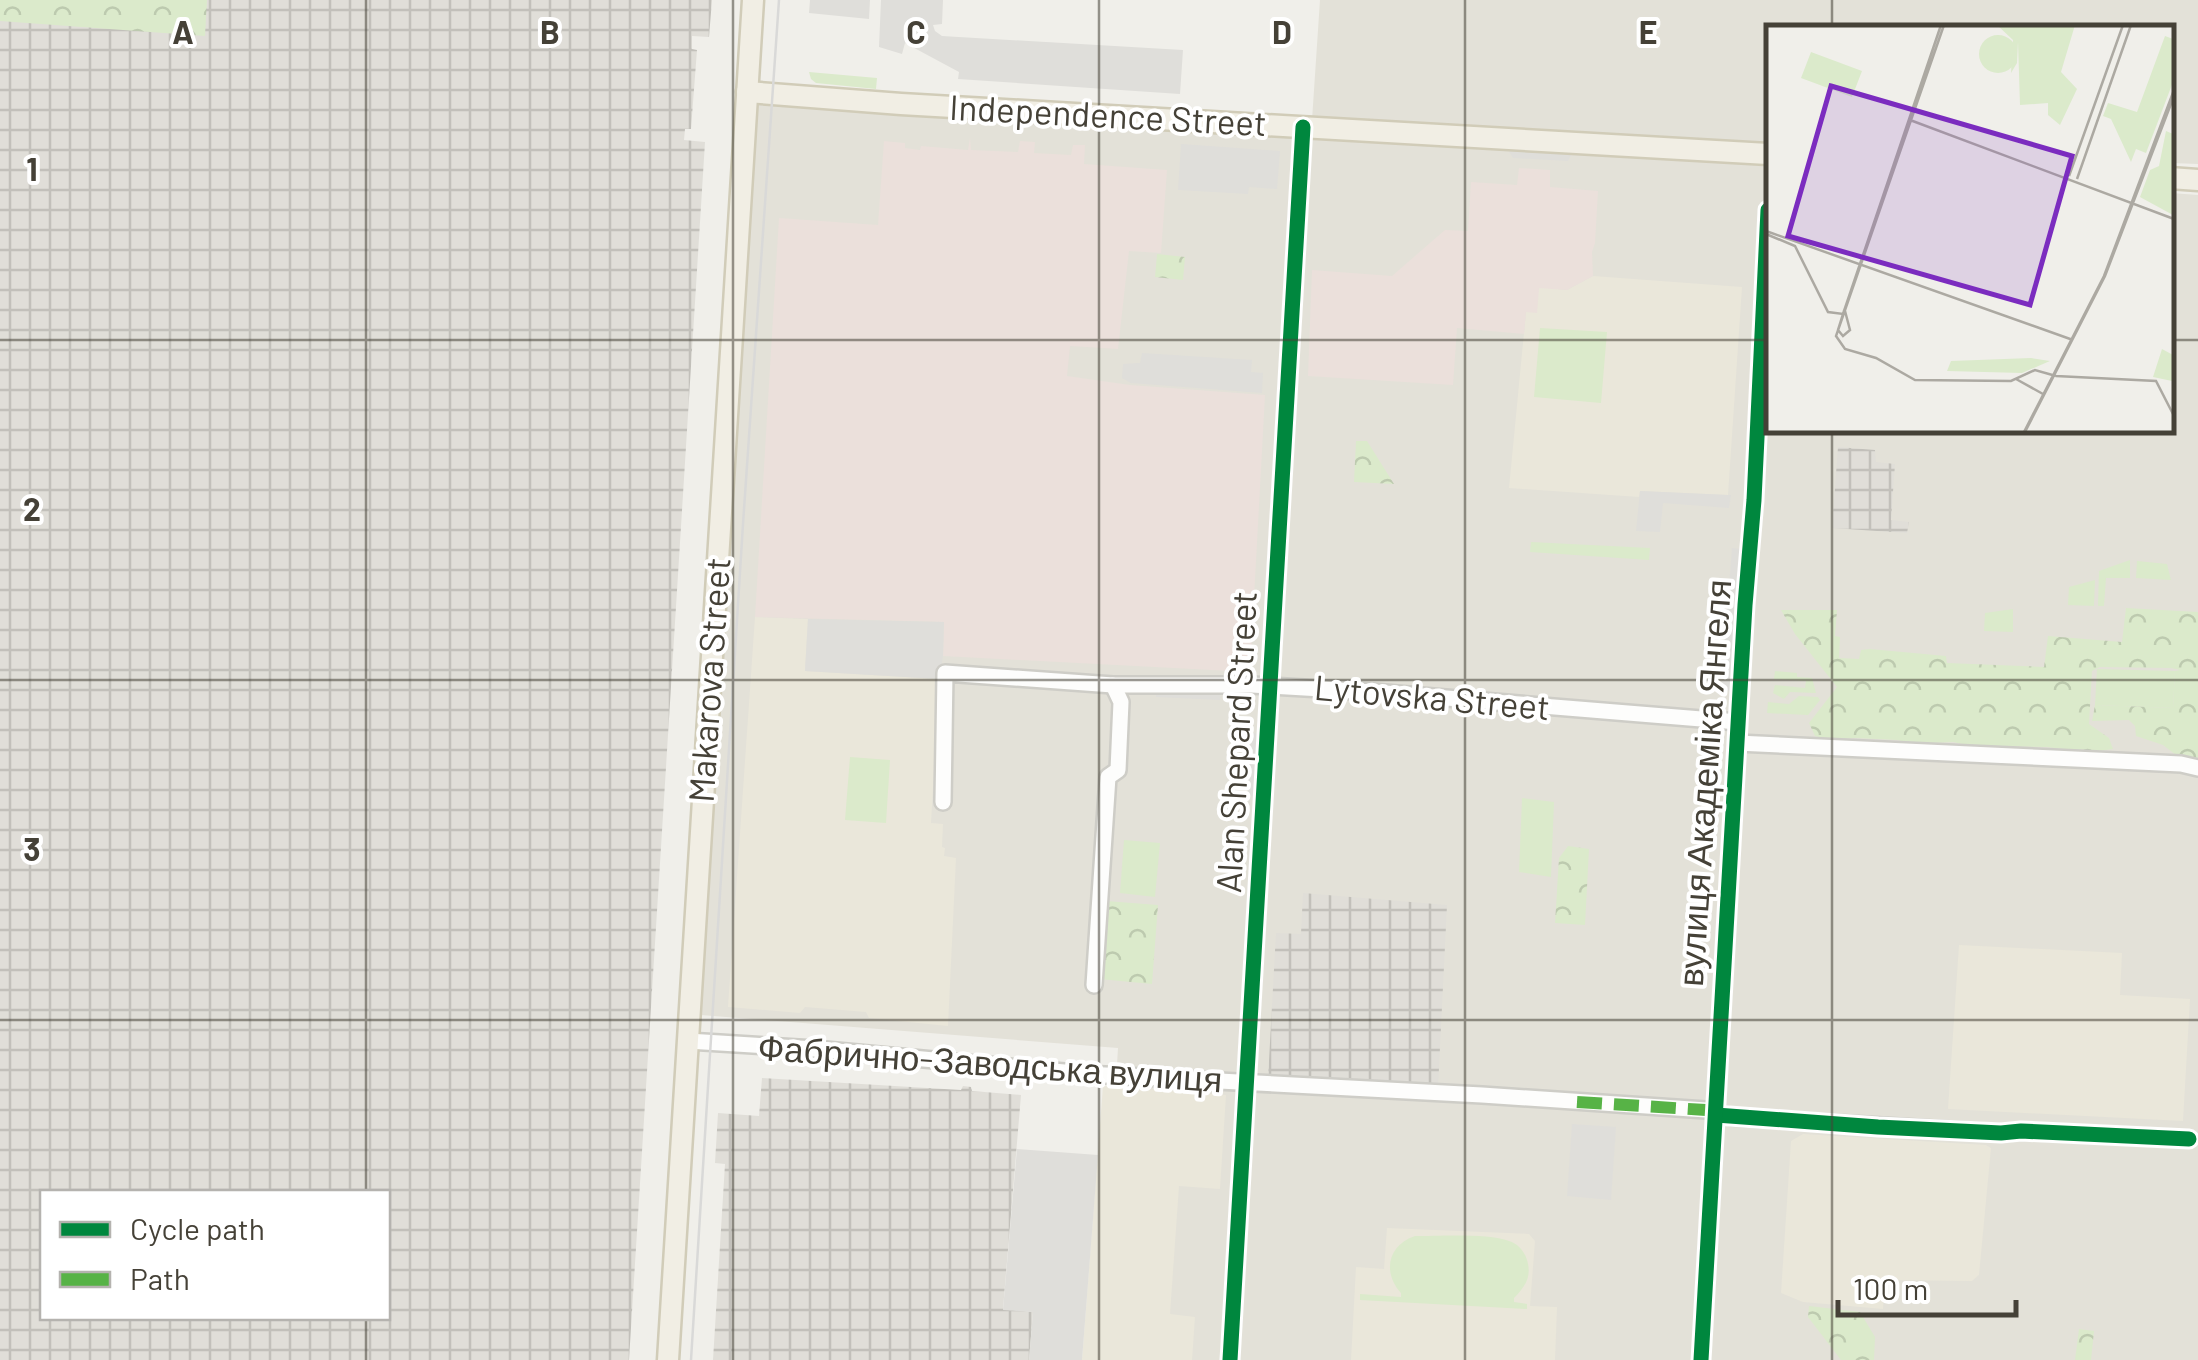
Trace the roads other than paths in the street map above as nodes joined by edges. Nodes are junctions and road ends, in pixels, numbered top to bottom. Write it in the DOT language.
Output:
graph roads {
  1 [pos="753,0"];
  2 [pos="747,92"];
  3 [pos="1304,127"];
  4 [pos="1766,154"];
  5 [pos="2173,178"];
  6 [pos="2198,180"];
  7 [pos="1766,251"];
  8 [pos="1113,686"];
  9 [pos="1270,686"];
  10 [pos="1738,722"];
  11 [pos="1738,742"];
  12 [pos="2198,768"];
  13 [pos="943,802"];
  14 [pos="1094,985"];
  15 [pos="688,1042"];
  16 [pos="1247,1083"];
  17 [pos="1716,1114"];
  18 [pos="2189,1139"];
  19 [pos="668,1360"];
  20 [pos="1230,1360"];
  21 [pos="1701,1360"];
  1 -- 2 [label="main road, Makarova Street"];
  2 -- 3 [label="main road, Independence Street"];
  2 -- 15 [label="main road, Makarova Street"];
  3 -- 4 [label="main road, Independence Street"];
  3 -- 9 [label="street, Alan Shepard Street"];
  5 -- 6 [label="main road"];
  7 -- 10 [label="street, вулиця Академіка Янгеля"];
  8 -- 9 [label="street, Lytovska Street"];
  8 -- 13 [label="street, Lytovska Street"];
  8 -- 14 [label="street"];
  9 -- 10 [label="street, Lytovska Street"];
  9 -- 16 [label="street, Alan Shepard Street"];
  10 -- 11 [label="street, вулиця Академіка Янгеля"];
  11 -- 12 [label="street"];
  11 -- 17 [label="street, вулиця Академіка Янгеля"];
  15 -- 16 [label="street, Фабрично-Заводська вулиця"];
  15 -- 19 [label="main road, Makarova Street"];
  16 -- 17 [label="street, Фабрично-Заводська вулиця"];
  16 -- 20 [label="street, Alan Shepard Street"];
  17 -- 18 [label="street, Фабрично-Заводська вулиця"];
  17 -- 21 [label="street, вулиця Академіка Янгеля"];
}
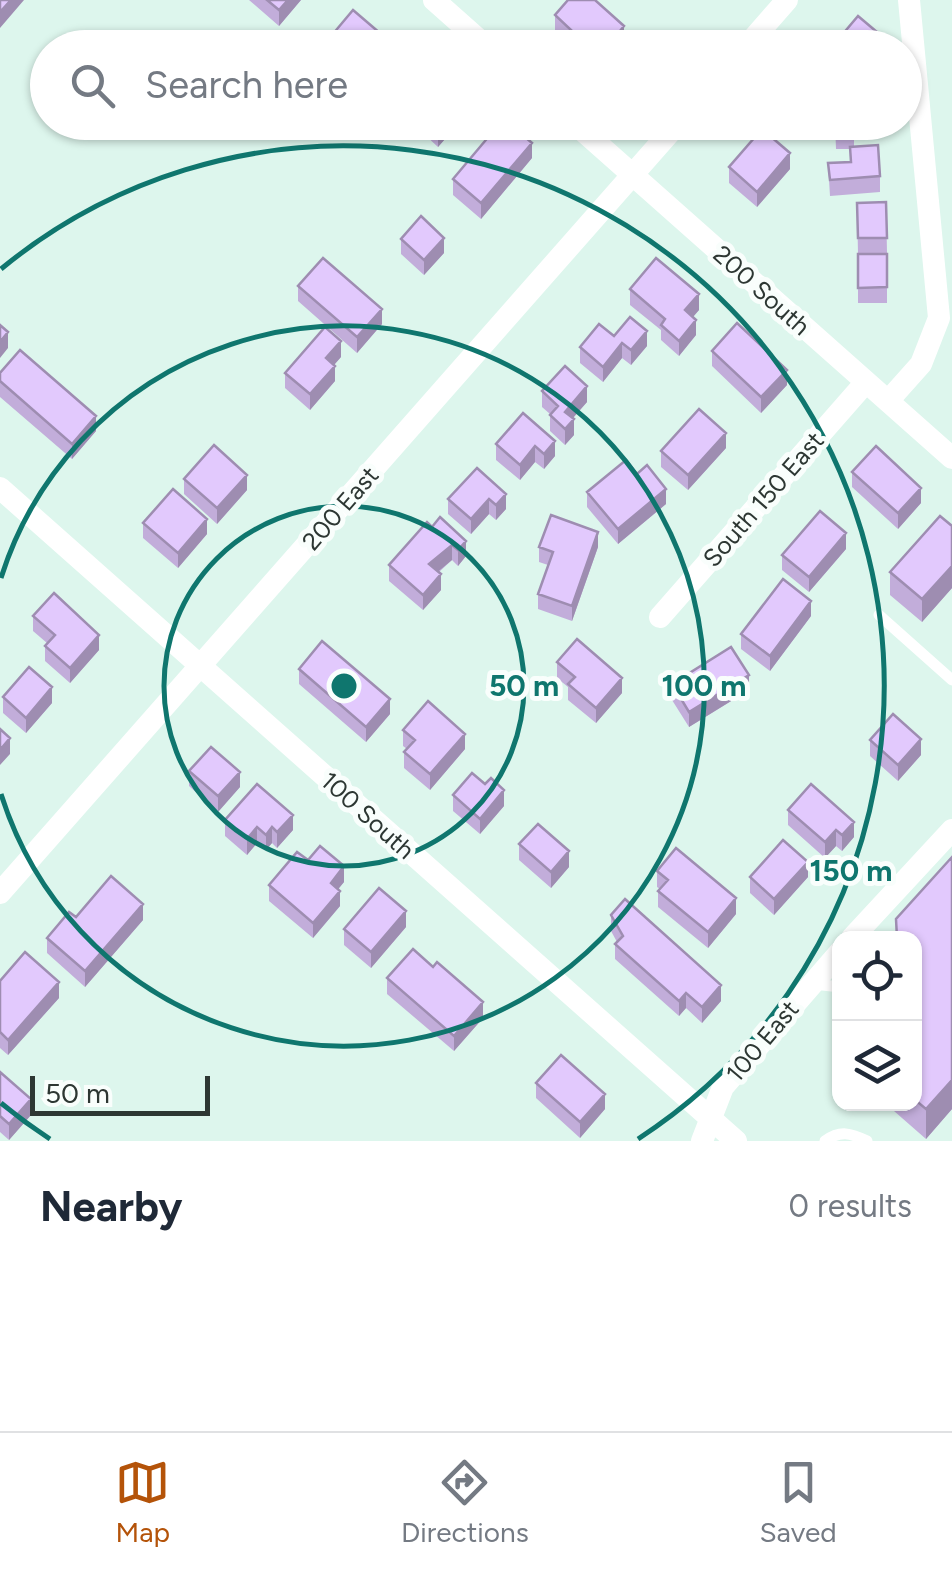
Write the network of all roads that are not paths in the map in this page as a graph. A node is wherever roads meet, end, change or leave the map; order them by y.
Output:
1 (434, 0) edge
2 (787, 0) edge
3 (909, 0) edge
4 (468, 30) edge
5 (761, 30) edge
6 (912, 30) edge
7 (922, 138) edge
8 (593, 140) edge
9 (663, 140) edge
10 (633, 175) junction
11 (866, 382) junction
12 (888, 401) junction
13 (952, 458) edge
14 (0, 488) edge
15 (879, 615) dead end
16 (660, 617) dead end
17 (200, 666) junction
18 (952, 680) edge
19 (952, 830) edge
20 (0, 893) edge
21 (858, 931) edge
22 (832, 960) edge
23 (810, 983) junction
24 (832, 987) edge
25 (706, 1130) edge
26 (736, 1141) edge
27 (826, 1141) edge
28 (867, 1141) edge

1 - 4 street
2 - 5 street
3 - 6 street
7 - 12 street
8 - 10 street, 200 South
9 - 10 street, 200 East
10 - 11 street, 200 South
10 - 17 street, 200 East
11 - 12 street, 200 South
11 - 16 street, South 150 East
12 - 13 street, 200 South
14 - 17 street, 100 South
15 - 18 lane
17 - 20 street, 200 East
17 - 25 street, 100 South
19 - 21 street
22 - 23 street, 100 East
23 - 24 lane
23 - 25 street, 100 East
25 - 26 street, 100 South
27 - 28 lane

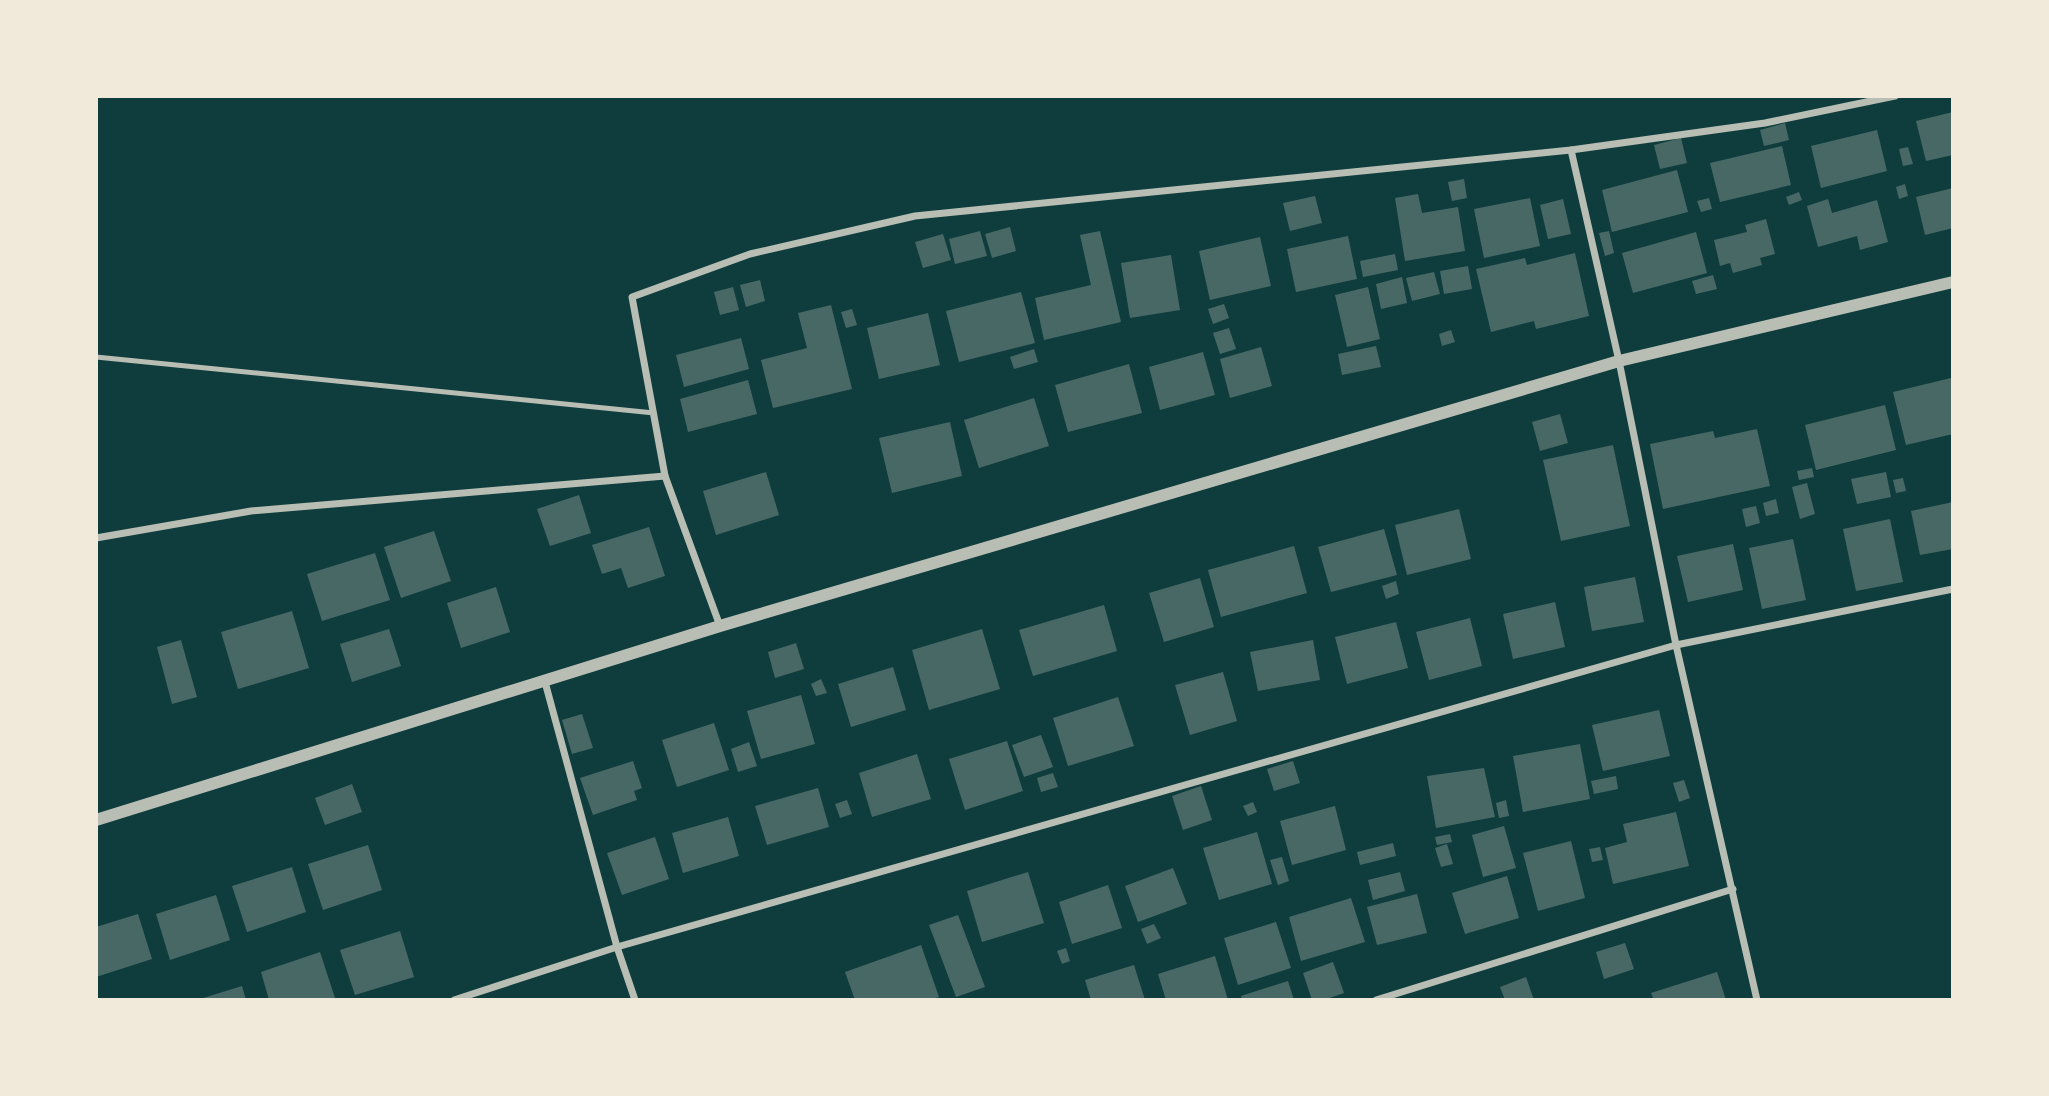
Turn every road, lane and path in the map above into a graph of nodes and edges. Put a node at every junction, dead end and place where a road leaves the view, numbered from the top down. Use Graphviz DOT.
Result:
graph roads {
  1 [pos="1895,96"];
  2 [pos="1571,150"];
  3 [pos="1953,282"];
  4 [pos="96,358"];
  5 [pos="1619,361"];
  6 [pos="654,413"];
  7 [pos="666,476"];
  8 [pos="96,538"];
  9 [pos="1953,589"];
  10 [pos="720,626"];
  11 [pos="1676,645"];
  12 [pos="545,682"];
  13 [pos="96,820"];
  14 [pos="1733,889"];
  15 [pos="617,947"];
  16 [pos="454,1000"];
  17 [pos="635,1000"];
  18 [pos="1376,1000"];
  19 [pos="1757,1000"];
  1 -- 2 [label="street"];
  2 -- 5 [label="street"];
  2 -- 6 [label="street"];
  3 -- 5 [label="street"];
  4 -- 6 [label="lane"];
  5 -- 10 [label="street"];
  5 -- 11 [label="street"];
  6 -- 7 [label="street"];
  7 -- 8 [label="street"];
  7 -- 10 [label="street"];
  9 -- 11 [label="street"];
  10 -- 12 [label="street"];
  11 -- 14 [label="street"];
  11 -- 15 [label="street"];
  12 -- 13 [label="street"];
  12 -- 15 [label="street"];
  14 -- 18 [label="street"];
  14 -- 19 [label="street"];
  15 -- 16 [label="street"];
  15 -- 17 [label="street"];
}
===============
PROBLEM STATEMENT
Go through the preceding material and copy each line that has the word "numbered".

RESULT BELOW
Trace the roads other than paths in the street map above as nodes joined by edges. Nodes are junctions and road ends, in pixels, numbered top to bottom. Write it in the DOT language.
Turn every road, lane and path in the map above into a graph of nodes and edges. Put a node at every junction, dead end and place where a road leaves the view, numbered from the top down. Use Graphviz DOT.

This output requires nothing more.